▸ TASK PROMPT: Please report every line in the entries that contains the string "edges".

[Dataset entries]
——————

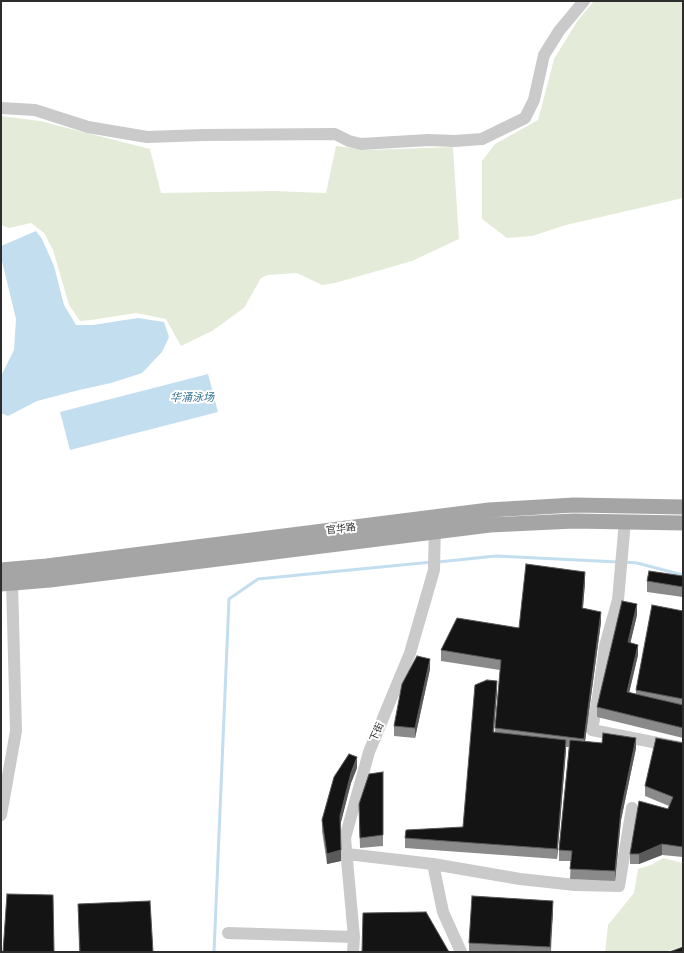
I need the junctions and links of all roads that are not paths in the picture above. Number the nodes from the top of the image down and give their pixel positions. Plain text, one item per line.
1 (584, 1) edge
2 (1, 108) edge
3 (683, 507) edge
4 (436, 517) junction
5 (625, 521) junction
6 (683, 523) edge
7 (435, 532) junction
8 (1, 570) edge
9 (7, 584) edge
10 (683, 748) edge
11 (3, 792) edge
12 (632, 808) dead end
13 (1, 815) edge
14 (347, 854) junction
15 (433, 864) junction
16 (228, 933) dead end
17 (354, 937) junction
18 (353, 952) edge
19 (462, 952) edge

1 - 2 street
3 - 4 main road, 官华路
4 - 7 street, 下街
4 - 8 main road, 官华路
5 - 6 main road, 官华路
5 - 7 main road, 官华路
5 - 10 street
7 - 9 main road, 官华路
7 - 14 street, 下街
9 - 11 street
11 - 13 street
12 - 15 street
14 - 15 street
14 - 17 street, 下街
15 - 19 street
16 - 17 street
17 - 18 street, 下街

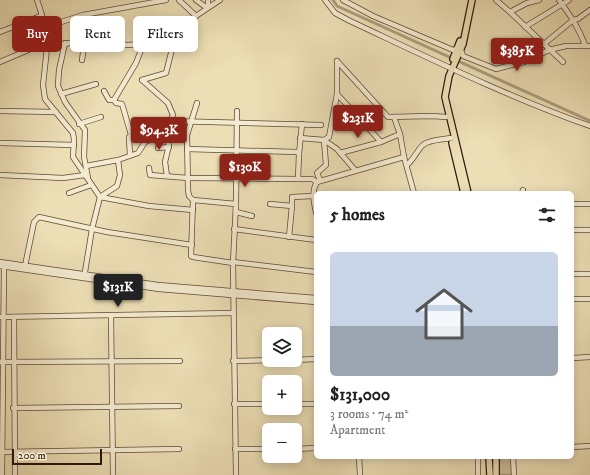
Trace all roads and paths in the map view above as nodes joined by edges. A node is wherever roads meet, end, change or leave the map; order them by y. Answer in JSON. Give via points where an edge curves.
{"nodes":[{"id":1,"x":37,"y":0,"type":"edge"},
{"id":2,"x":166,"y":0,"type":"edge"},
{"id":3,"x":179,"y":0,"type":"edge"},
{"id":4,"x":196,"y":0,"type":"edge"},
{"id":5,"x":208,"y":0,"type":"edge"},
{"id":6,"x":220,"y":0,"type":"edge"},
{"id":7,"x":325,"y":0,"type":"edge"},
{"id":8,"x":343,"y":0,"type":"edge"},
{"id":9,"x":468,"y":0,"type":"edge"},
{"id":10,"x":472,"y":0,"type":"edge"},
{"id":11,"x":496,"y":0,"type":"edge"},
{"id":12,"x":538,"y":0,"type":"edge"},
{"id":13,"x":569,"y":0,"type":"edge"},
{"id":14,"x":561,"y":2,"type":"edge"},
{"id":15,"x":208,"y":8,"type":"junction"},
{"id":16,"x":510,"y":12,"type":"junction"},
{"id":17,"x":589,"y":12,"type":"edge"},
{"id":18,"x":40,"y":16,"type":"edge"},
{"id":19,"x":196,"y":16,"type":"joint"},
{"id":20,"x":573,"y":20,"type":"junction"},
{"id":21,"x":62,"y":22,"type":"edge"},
{"id":22,"x":12,"y":27,"type":"edge"},
{"id":23,"x":525,"y":27,"type":"junction"},
{"id":24,"x":0,"y":32,"type":"edge"},
{"id":25,"x":70,"y":42,"type":"edge"},
{"id":26,"x":65,"y":43,"type":"junction"},
{"id":27,"x":62,"y":44,"type":"edge"},
{"id":28,"x":544,"y":44,"type":"junction"},
{"id":29,"x":588,"y":46,"type":"edge"},
{"id":30,"x":460,"y":48,"type":"junction"},
{"id":31,"x":549,"y":50,"type":"junction"},
{"id":32,"x":24,"y":52,"type":"edge"},
{"id":33,"x":47,"y":52,"type":"edge"},
{"id":34,"x":83,"y":52,"type":"edge"},
{"id":35,"x":140,"y":52,"type":"edge"},
{"id":36,"x":171,"y":52,"type":"edge"},
{"id":37,"x":82,"y":60,"type":"dead end"},
{"id":38,"x":0,"y":62,"type":"edge"},
{"id":39,"x":562,"y":62,"type":"dead end"},
{"id":40,"x":452,"y":66,"type":"junction"},
{"id":41,"x":96,"y":84,"type":"dead end"},
{"id":42,"x":104,"y":91,"type":"dead end"},
{"id":43,"x":61,"y":94,"type":"junction"},
{"id":44,"x":337,"y":94,"type":"junction"},
{"id":45,"x":114,"y":100,"type":"junction"},
{"id":46,"x":197,"y":103,"type":"dead end"},
{"id":47,"x":0,"y":111,"type":"edge"},
{"id":48,"x":56,"y":112,"type":"junction"},
{"id":49,"x":237,"y":112,"type":"dead end"},
{"id":50,"x":101,"y":117,"type":"dead end"},
{"id":51,"x":394,"y":117,"type":"junction"},
{"id":52,"x":446,"y":118,"type":"junction"},
{"id":53,"x":171,"y":121,"type":"junction"},
{"id":54,"x":192,"y":123,"type":"junction"},
{"id":55,"x":236,"y":123,"type":"junction"},
{"id":56,"x":79,"y":124,"type":"junction"},
{"id":57,"x":302,"y":124,"type":"junction"},
{"id":58,"x":321,"y":125,"type":"dead end"},
{"id":59,"x":590,"y":126,"type":"edge"},
{"id":60,"x":166,"y":129,"type":"junction"},
{"id":61,"x":400,"y":134,"type":"junction"},
{"id":62,"x":300,"y":138,"type":"junction"},
{"id":63,"x":451,"y":138,"type":"junction"},
{"id":64,"x":324,"y":140,"type":"junction"},
{"id":65,"x":381,"y":142,"type":"junction"},
{"id":66,"x":0,"y":143,"type":"edge"},
{"id":67,"x":74,"y":145,"type":"junction"},
{"id":68,"x":169,"y":147,"type":"junction"},
{"id":69,"x":158,"y":148,"type":"dead end"},
{"id":70,"x":187,"y":149,"type":"junction"},
{"id":71,"x":236,"y":149,"type":"junction"},
{"id":72,"x":340,"y":153,"type":"junction"},
{"id":73,"x":130,"y":154,"type":"junction"},
{"id":74,"x":299,"y":154,"type":"junction"},
{"id":75,"x":404,"y":157,"type":"junction"},
{"id":76,"x":118,"y":160,"type":"junction"},
{"id":77,"x":407,"y":165,"type":"junction"},
{"id":78,"x":86,"y":166,"type":"junction"},
{"id":79,"x":149,"y":168,"type":"dead end"},
{"id":80,"x":355,"y":170,"type":"junction"},
{"id":81,"x":0,"y":175,"type":"edge"},
{"id":82,"x":85,"y":175,"type":"junction"},
{"id":83,"x":167,"y":176,"type":"junction"},
{"id":84,"x":188,"y":178,"type":"junction"},
{"id":85,"x":237,"y":178,"type":"junction"},
{"id":86,"x":298,"y":178,"type":"junction"},
{"id":87,"x":88,"y":180,"type":"junction"},
{"id":88,"x":319,"y":181,"type":"junction"},
{"id":89,"x":91,"y":185,"type":"junction"},
{"id":90,"x":414,"y":191,"type":"edge"},
{"id":91,"x":464,"y":191,"type":"edge"},
{"id":92,"x":468,"y":191,"type":"edge"},
{"id":93,"x":69,"y":193,"type":"dead end"},
{"id":94,"x":100,"y":196,"type":"junction"},
{"id":95,"x":313,"y":196,"type":"junction"},
{"id":96,"x":193,"y":200,"type":"junction"},
{"id":97,"x":314,"y":202,"type":"edge"},
{"id":98,"x":236,"y":204,"type":"junction"},
{"id":99,"x":270,"y":204,"type":"dead end"},
{"id":100,"x":574,"y":204,"type":"edge"},
{"id":101,"x":590,"y":204,"type":"edge"},
{"id":102,"x":292,"y":206,"type":"junction"},
{"id":103,"x":193,"y":210,"type":"junction"},
{"id":104,"x":252,"y":216,"type":"dead end"},
{"id":105,"x":92,"y":229,"type":"junction"},
{"id":106,"x":234,"y":229,"type":"junction"},
{"id":107,"x":574,"y":230,"type":"edge"},
{"id":108,"x":590,"y":230,"type":"edge"},
{"id":109,"x":289,"y":237,"type":"junction"},
{"id":110,"x":314,"y":240,"type":"edge"},
{"id":111,"x":192,"y":245,"type":"junction"},
{"id":112,"x":233,"y":263,"type":"junction"},
{"id":113,"x":5,"y":264,"type":"edge"},
{"id":114,"x":25,"y":266,"type":"junction"},
{"id":115,"x":314,"y":272,"type":"edge"},
{"id":116,"x":574,"y":274,"type":"edge"},
{"id":117,"x":590,"y":274,"type":"edge"},
{"id":118,"x":85,"y":276,"type":"junction"},
{"id":119,"x":233,"y":294,"type":"junction"},
{"id":120,"x":314,"y":298,"type":"edge"},
{"id":121,"x":574,"y":299,"type":"edge"},
{"id":122,"x":590,"y":299,"type":"edge"},
{"id":123,"x":314,"y":302,"type":"edge"},
{"id":124,"x":234,"y":313,"type":"junction"},
{"id":125,"x":111,"y":316,"type":"junction"},
{"id":126,"x":1,"y":317,"type":"edge"},
{"id":127,"x":14,"y":317,"type":"junction"},
{"id":128,"x":590,"y":357,"type":"edge"},
{"id":129,"x":574,"y":358,"type":"edge"},
{"id":130,"x":314,"y":359,"type":"edge"},
{"id":131,"x":262,"y":360,"type":"edge"},
{"id":132,"x":302,"y":360,"type":"edge"},
{"id":133,"x":111,"y":361,"type":"junction"},
{"id":134,"x":180,"y":361,"type":"dead end"},
{"id":135,"x":233,"y":361,"type":"junction"},
{"id":136,"x":1,"y":362,"type":"edge"},
{"id":137,"x":14,"y":362,"type":"junction"},
{"id":138,"x":234,"y":404,"type":"junction"},
{"id":139,"x":262,"y":404,"type":"edge"},
{"id":140,"x":302,"y":404,"type":"edge"},
{"id":141,"x":314,"y":404,"type":"edge"},
{"id":142,"x":179,"y":406,"type":"dead end"},
{"id":143,"x":112,"y":407,"type":"junction"},
{"id":144,"x":1,"y":408,"type":"edge"},
{"id":145,"x":13,"y":408,"type":"junction"},
{"id":146,"x":574,"y":446,"type":"edge"},
{"id":147,"x":590,"y":446,"type":"edge"},
{"id":148,"x":314,"y":448,"type":"edge"},
{"id":149,"x":179,"y":449,"type":"dead end"},
{"id":150,"x":235,"y":449,"type":"junction"},
{"id":151,"x":262,"y":449,"type":"edge"},
{"id":152,"x":302,"y":449,"type":"edge"},
{"id":153,"x":112,"y":450,"type":"junction"},
{"id":154,"x":1,"y":452,"type":"edge"},
{"id":155,"x":14,"y":452,"type":"junction"},
{"id":156,"x":359,"y":459,"type":"edge"},
{"id":157,"x":478,"y":459,"type":"edge"},
{"id":158,"x":489,"y":459,"type":"edge"},
{"id":159,"x":496,"y":459,"type":"edge"},
{"id":160,"x":513,"y":459,"type":"edge"},
{"id":161,"x":2,"y":475,"type":"edge"},
{"id":162,"x":15,"y":475,"type":"edge"},
{"id":163,"x":113,"y":475,"type":"edge"},
{"id":164,"x":236,"y":475,"type":"edge"},
{"id":165,"x":360,"y":475,"type":"edge"},
{"id":166,"x":478,"y":475,"type":"edge"},
{"id":167,"x":490,"y":475,"type":"edge"},
{"id":168,"x":496,"y":475,"type":"edge"},
{"id":169,"x":514,"y":475,"type":"edge"}],
"edges":[{"from":1,"to":18,"type":"street","via":[[42,15]]},
{"from":2,"to":21,"type":"street","via":[[83,15]]},
{"from":3,"to":19,"type":"street"},
{"from":4,"to":15,"type":"street"},
{"from":5,"to":15,"type":"street"},
{"from":6,"to":15,"type":"street"},
{"from":7,"to":40,"type":"street","via":[[336,14]]},
{"from":8,"to":30,"type":"street","via":[[373,16],[453,50]]},
{"from":9,"to":30,"type":"main road"},
{"from":10,"to":30,"type":"main road"},
{"from":11,"to":16,"type":"street"},
{"from":12,"to":16,"type":"street"},
{"from":13,"to":14,"type":"street"},
{"from":14,"to":20,"type":"street"},
{"from":14,"to":23,"type":"street"},
{"from":15,"to":19,"type":"street"},
{"from":16,"to":23,"type":"street"},
{"from":17,"to":20,"type":"street"},
{"from":20,"to":28,"type":"street"},
{"from":20,"to":29,"type":"street"},
{"from":22,"to":24,"type":"street"},
{"from":23,"to":28,"type":"street"},
{"from":25,"to":26,"type":"street"},
{"from":26,"to":27,"type":"street"},
{"from":26,"to":43,"type":"street","via":[[58,78]]},
{"from":28,"to":31,"type":"street"},
{"from":29,"to":31,"type":"street","via":[[566,46]]},
{"from":30,"to":31,"type":"street","via":[[463,56],[496,69],[524,62]]},
{"from":30,"to":40,"type":"main road"},
{"from":31,"to":39,"type":"street"},
{"from":32,"to":38,"type":"street"},
{"from":33,"to":48,"type":"street","via":[[43,84],[45,99]]},
{"from":34,"to":37,"type":"street"},
{"from":35,"to":45,"type":"street"},
{"from":36,"to":53,"type":"street","via":[[166,73],[142,80],[168,103],[173,115]]},
{"from":40,"to":52,"type":"main road","via":[[442,91]]},
{"from":40,"to":59,"type":"street","via":[[563,117]]},
{"from":40,"to":92,"type":"main road","via":[[446,86],[447,109]]},
{"from":41,"to":43,"type":"street"},
{"from":42,"to":45,"type":"street","via":[[108,100]]},
{"from":43,"to":56,"type":"street"},
{"from":44,"to":51,"type":"street","via":[[337,61],[388,117]]},
{"from":44,"to":64,"type":"street","via":[[329,137]]},
{"from":44,"to":65,"type":"street"},
{"from":45,"to":73,"type":"street","via":[[122,104],[130,131]]},
{"from":46,"to":54,"type":"street"},
{"from":47,"to":48,"type":"street"},
{"from":48,"to":67,"type":"street","via":[[73,133]]},
{"from":49,"to":55,"type":"street"},
{"from":50,"to":56,"type":"street"},
{"from":51,"to":52,"type":"street"},
{"from":51,"to":61,"type":"street"},
{"from":52,"to":63,"type":"main road"},
{"from":53,"to":54,"type":"street"},
{"from":53,"to":60,"type":"street"},
{"from":54,"to":55,"type":"street"},
{"from":54,"to":70,"type":"street","via":[[187,135]]},
{"from":55,"to":57,"type":"street"},
{"from":55,"to":71,"type":"street"},
{"from":56,"to":78,"type":"street","via":[[86,134]]},
{"from":57,"to":58,"type":"street"},
{"from":57,"to":62,"type":"street"},
{"from":60,"to":68,"type":"street"},
{"from":60,"to":73,"type":"street","via":[[164,134],[145,142],[138,153]]},
{"from":61,"to":65,"type":"street"},
{"from":61,"to":75,"type":"street"},
{"from":62,"to":64,"type":"street"},
{"from":62,"to":74,"type":"street"},
{"from":63,"to":77,"type":"street","via":[[422,146]]},
{"from":63,"to":91,"type":"main road"},
{"from":64,"to":72,"type":"street"},
{"from":64,"to":88,"type":"street","via":[[326,165],[317,172]]},
{"from":65,"to":72,"type":"street"},
{"from":66,"to":67,"type":"street"},
{"from":67,"to":82,"type":"street","via":[[73,157]]},
{"from":68,"to":69,"type":"street"},
{"from":68,"to":83,"type":"street"},
{"from":70,"to":71,"type":"street"},
{"from":70,"to":84,"type":"street"},
{"from":71,"to":74,"type":"street"},
{"from":71,"to":85,"type":"street"},
{"from":72,"to":80,"type":"street"},
{"from":73,"to":76,"type":"street"},
{"from":74,"to":86,"type":"street"},
{"from":75,"to":77,"type":"street"},
{"from":75,"to":80,"type":"street"},
{"from":76,"to":78,"type":"street"},
{"from":76,"to":94,"type":"street","via":[[120,175],[117,186]]},
{"from":77,"to":90,"type":"street"},
{"from":78,"to":87,"type":"street"},
{"from":79,"to":83,"type":"street","via":[[150,175]]},
{"from":80,"to":88,"type":"street"},
{"from":81,"to":82,"type":"street","via":[[63,178]]},
{"from":82,"to":87,"type":"street"},
{"from":83,"to":84,"type":"street"},
{"from":84,"to":85,"type":"street"},
{"from":84,"to":96,"type":"street","via":[[189,196]]},
{"from":85,"to":86,"type":"street"},
{"from":85,"to":98,"type":"street"},
{"from":86,"to":88,"type":"street"},
{"from":87,"to":89,"type":"street"},
{"from":88,"to":95,"type":"street","via":[[314,188]]},
{"from":89,"to":93,"type":"street"},
{"from":89,"to":94,"type":"street"},
{"from":94,"to":103,"type":"street","via":[[149,206]]},
{"from":94,"to":105,"type":"street"},
{"from":95,"to":97,"type":"street"},
{"from":95,"to":102,"type":"street","via":[[292,197]]},
{"from":96,"to":98,"type":"street"},
{"from":96,"to":103,"type":"street"},
{"from":98,"to":104,"type":"street","via":[[236,212]]},
{"from":98,"to":106,"type":"street"},
{"from":99,"to":102,"type":"street"},
{"from":100,"to":101,"type":"street"},
{"from":102,"to":109,"type":"street"},
{"from":103,"to":111,"type":"street"},
{"from":105,"to":111,"type":"street"},
{"from":105,"to":114,"type":"street","via":[[38,218],[34,222]]},
{"from":105,"to":118,"type":"street"},
{"from":106,"to":109,"type":"street"},
{"from":106,"to":112,"type":"street"},
{"from":107,"to":108,"type":"street"},
{"from":109,"to":110,"type":"street"},
{"from":111,"to":112,"type":"street","via":[[193,257]]},
{"from":112,"to":115,"type":"street"},
{"from":112,"to":119,"type":"street"},
{"from":113,"to":114,"type":"street"},
{"from":113,"to":118,"type":"street"},
{"from":113,"to":126,"type":"street"},
{"from":114,"to":118,"type":"street"},
{"from":116,"to":117,"type":"street"},
{"from":118,"to":119,"type":"street","via":[[159,289]]},
{"from":119,"to":120,"type":"street"},
{"from":119,"to":123,"type":"street"},
{"from":119,"to":124,"type":"street"},
{"from":121,"to":122,"type":"street"},
{"from":124,"to":125,"type":"street"},
{"from":124,"to":135,"type":"street"},
{"from":125,"to":127,"type":"street"},
{"from":125,"to":133,"type":"street"},
{"from":126,"to":127,"type":"street"},
{"from":126,"to":136,"type":"street"},
{"from":127,"to":137,"type":"street"},
{"from":128,"to":129,"type":"street"},
{"from":130,"to":132,"type":"street"},
{"from":131,"to":135,"type":"street"},
{"from":133,"to":134,"type":"street"},
{"from":133,"to":137,"type":"street"},
{"from":133,"to":143,"type":"street"},
{"from":135,"to":138,"type":"street"},
{"from":136,"to":137,"type":"street"},
{"from":136,"to":144,"type":"street"},
{"from":137,"to":145,"type":"street"},
{"from":138,"to":139,"type":"street"},
{"from":138,"to":150,"type":"street"},
{"from":140,"to":141,"type":"street"},
{"from":142,"to":143,"type":"street"},
{"from":143,"to":145,"type":"street"},
{"from":143,"to":153,"type":"street"},
{"from":144,"to":154,"type":"street"},
{"from":145,"to":155,"type":"street"},
{"from":146,"to":147,"type":"street"},
{"from":148,"to":152,"type":"street"},
{"from":149,"to":153,"type":"street"},
{"from":150,"to":151,"type":"street"},
{"from":150,"to":164,"type":"street"},
{"from":153,"to":155,"type":"street"},
{"from":153,"to":163,"type":"street"},
{"from":154,"to":155,"type":"street"},
{"from":154,"to":161,"type":"street"},
{"from":155,"to":162,"type":"street"},
{"from":156,"to":165,"type":"street"},
{"from":157,"to":166,"type":"street"},
{"from":158,"to":167,"type":"main road"},
{"from":159,"to":168,"type":"main road"},
{"from":160,"to":169,"type":"street"}]}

——————

▸ ANSWER BELOW:
Trace all roads and paths in the map view above as nodes joined by edges. A node is wherever roads meet, end, change or leave the map; order them by y. Answer in JSON. Give via points where an edge curves.
"edges":[{"from":1,"to":18,"type":"street","via":[[42,15]]},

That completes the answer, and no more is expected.